Edison Scientific, a San Francisco-based AI platform for scientific R&D, raised $70 million in seed funding. Triatomic Capital, Spark Capital, and an undisclosed major US institutional biotech investor led the round. They were joined by Pillar VC, Susa Ventures, Striker Venture Partners, Hawktail VC, Olive VC, and others.

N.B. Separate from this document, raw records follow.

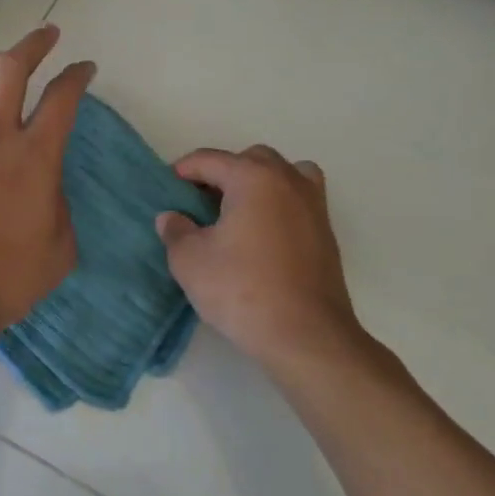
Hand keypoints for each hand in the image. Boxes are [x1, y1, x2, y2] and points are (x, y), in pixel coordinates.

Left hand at [0, 25, 95, 335]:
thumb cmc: (6, 277)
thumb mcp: (59, 249)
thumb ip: (58, 208)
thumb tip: (45, 190)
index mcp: (34, 156)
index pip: (62, 98)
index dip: (77, 75)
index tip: (85, 68)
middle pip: (11, 69)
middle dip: (33, 44)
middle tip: (47, 35)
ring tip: (2, 63)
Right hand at [156, 146, 367, 374]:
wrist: (306, 336)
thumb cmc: (242, 290)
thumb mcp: (190, 261)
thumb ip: (176, 232)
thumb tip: (172, 218)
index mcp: (253, 177)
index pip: (210, 159)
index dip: (183, 170)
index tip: (167, 189)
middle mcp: (287, 180)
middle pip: (251, 159)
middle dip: (223, 172)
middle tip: (201, 202)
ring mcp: (313, 206)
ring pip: (284, 174)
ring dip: (259, 183)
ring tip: (239, 212)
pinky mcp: (326, 233)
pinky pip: (299, 200)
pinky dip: (280, 204)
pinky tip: (263, 235)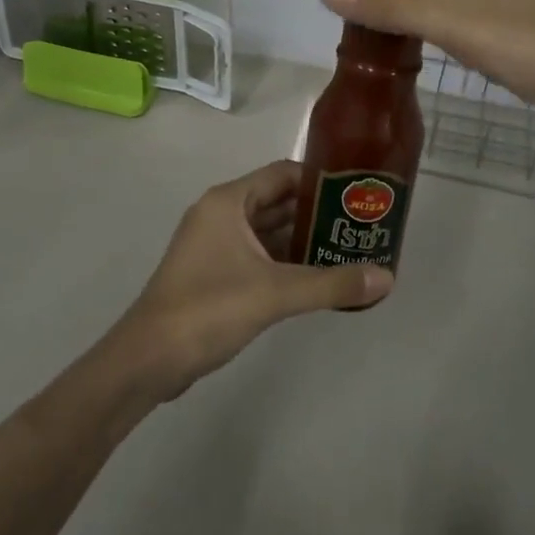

Endra AI, a Stockholm-based mechanical, electrical, and plumbing engineering platform, raised $20 million in seed funding. Notion Capital led the round, and was joined by Norrsken VC.

Ember LifeSciences, a Westlake Village, Calif.-based cold chain technology company, raised $16.5 million in Series A funding. Sea Court Capital led the round, and was joined by Cardinal Health, Carrier Ventures, and others.

ZeroPhase, a Munich, Germany-based startup building a communication layer for unmanned defense systems, raised €5.8 million in seed funding. BlueYard Capital led the round.

Thread, a New York-based AI service desk platform for managed service providers, raised $18 million in growth equity funding. Susquehanna Growth Equity led the round, and they were joined by Headline.

Private Equity

Arctos Partners acquired a minority stake in Monumental Sports & Entertainment, a Washington, D.C.-based sports and venue management company. Financial terms were not disclosed.